- [Task item]:
Every line of the records that holds the word "Doornboslaan" should be copied out.

- [Records for the exercise]:
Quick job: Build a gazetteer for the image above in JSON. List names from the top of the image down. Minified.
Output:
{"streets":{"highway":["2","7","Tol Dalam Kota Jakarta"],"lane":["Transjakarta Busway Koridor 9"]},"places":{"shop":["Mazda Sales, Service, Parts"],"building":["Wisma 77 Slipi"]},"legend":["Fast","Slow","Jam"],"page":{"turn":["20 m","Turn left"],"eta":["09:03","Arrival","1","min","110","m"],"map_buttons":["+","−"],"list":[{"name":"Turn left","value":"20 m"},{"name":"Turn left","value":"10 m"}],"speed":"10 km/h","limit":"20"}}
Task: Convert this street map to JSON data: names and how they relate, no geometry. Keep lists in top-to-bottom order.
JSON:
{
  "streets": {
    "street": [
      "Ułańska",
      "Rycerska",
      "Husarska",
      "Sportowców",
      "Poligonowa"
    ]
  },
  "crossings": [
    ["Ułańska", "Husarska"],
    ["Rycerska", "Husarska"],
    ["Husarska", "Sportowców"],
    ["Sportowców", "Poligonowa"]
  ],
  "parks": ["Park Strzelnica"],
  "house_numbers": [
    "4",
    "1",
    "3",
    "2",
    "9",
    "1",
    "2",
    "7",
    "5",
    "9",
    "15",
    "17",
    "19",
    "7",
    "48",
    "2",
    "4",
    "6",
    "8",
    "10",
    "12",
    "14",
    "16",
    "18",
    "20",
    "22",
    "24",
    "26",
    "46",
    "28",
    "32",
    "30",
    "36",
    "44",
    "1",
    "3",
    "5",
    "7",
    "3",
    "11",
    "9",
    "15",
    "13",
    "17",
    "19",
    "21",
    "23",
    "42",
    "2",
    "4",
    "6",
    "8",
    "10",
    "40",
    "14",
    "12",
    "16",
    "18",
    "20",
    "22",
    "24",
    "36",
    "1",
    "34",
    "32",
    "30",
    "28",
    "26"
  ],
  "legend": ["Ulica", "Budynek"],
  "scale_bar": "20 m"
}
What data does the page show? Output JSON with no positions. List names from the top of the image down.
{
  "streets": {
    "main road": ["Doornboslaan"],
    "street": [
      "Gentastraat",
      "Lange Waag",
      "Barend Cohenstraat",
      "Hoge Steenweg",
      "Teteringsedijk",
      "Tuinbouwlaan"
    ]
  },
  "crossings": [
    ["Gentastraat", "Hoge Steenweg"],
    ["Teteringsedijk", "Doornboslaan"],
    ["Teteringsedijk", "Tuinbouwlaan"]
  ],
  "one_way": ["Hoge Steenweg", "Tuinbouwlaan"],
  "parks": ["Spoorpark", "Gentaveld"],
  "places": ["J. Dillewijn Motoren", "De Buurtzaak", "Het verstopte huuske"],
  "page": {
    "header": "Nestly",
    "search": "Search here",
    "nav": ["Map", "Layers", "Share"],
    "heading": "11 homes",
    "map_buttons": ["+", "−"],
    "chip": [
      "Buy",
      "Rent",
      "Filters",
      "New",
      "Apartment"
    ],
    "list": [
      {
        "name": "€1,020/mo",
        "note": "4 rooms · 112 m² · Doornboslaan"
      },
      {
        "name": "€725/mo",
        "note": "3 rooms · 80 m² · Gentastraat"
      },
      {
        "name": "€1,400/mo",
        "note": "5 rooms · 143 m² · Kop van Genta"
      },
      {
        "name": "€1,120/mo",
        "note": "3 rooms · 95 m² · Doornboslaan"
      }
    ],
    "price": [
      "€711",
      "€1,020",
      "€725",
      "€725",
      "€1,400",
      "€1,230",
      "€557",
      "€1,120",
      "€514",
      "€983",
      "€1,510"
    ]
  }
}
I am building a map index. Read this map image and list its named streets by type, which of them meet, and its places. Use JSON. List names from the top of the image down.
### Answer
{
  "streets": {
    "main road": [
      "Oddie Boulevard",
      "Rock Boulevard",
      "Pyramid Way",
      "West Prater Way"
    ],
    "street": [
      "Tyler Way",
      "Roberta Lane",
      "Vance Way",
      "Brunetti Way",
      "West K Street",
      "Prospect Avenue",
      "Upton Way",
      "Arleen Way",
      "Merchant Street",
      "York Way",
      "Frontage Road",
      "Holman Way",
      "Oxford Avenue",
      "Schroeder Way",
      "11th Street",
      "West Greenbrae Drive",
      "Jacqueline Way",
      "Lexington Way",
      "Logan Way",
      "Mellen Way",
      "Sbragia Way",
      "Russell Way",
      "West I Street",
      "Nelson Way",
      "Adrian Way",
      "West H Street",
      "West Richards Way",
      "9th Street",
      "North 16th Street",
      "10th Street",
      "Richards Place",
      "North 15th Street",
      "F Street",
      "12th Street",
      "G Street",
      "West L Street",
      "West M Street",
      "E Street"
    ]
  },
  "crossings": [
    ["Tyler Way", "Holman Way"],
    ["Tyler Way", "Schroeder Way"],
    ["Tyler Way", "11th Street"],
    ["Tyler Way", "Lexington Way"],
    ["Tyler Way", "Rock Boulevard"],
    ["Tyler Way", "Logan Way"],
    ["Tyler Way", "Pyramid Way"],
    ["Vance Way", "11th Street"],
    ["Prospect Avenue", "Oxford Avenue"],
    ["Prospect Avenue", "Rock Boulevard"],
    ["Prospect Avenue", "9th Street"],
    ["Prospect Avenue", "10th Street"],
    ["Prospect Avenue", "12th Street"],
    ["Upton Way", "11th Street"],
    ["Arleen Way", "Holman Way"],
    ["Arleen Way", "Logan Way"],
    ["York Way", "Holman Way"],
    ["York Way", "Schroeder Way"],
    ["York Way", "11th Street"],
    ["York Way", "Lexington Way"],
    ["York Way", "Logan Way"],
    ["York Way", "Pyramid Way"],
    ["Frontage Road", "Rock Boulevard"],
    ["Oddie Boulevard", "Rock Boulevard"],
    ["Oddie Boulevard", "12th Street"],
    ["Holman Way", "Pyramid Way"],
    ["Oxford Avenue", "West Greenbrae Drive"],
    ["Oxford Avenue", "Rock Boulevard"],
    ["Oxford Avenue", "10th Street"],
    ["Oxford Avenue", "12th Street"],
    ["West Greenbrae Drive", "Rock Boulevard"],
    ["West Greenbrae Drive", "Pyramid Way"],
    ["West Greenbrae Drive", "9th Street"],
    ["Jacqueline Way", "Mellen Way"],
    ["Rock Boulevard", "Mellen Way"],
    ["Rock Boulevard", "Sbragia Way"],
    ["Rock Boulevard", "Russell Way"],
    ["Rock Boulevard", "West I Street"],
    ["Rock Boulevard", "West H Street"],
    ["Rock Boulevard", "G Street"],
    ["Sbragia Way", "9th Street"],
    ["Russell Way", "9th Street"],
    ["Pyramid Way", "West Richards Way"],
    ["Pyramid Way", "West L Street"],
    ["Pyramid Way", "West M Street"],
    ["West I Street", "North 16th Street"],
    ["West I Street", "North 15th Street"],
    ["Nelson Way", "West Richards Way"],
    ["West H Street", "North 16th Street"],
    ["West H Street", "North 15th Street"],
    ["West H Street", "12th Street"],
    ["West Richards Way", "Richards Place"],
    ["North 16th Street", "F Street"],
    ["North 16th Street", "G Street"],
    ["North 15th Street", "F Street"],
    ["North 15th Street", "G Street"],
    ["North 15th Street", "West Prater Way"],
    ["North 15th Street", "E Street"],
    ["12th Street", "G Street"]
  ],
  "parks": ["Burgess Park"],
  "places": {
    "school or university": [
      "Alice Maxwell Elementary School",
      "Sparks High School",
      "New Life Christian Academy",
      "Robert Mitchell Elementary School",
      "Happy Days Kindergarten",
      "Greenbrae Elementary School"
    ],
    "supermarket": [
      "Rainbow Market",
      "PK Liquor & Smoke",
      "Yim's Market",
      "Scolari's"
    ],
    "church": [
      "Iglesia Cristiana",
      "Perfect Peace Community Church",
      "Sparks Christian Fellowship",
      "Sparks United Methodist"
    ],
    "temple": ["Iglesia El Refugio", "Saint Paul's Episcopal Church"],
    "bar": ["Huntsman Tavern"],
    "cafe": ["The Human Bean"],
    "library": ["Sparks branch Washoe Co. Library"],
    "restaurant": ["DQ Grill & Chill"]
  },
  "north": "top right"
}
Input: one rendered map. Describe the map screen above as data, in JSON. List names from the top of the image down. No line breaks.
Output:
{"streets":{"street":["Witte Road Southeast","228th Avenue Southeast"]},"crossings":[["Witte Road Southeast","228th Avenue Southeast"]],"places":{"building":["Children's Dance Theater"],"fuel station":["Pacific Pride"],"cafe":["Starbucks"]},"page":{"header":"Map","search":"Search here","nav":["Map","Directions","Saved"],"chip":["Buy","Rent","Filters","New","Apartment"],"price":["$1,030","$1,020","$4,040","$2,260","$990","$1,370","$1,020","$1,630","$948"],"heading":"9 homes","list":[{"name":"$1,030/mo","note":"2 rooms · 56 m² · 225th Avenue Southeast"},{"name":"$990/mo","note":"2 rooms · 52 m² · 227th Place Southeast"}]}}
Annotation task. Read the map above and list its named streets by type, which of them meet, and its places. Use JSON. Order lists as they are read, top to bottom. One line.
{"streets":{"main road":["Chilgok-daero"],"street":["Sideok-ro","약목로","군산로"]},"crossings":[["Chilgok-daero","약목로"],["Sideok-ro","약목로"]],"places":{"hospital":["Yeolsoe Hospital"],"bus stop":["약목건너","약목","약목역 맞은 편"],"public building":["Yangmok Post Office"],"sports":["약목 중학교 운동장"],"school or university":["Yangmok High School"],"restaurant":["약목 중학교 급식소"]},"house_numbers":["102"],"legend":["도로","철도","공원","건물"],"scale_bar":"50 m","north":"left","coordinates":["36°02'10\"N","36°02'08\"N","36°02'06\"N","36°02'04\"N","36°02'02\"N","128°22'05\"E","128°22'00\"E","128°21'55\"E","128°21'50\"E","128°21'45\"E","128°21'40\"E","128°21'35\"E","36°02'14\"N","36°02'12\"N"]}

- [Answer box]:
    "main road": ["Doornboslaan"],
    ["Teteringsedijk", "Doornboslaan"],
        "note": "4 rooms · 112 m² · Doornboslaan"
        "note": "3 rooms · 95 m² · Doornboslaan"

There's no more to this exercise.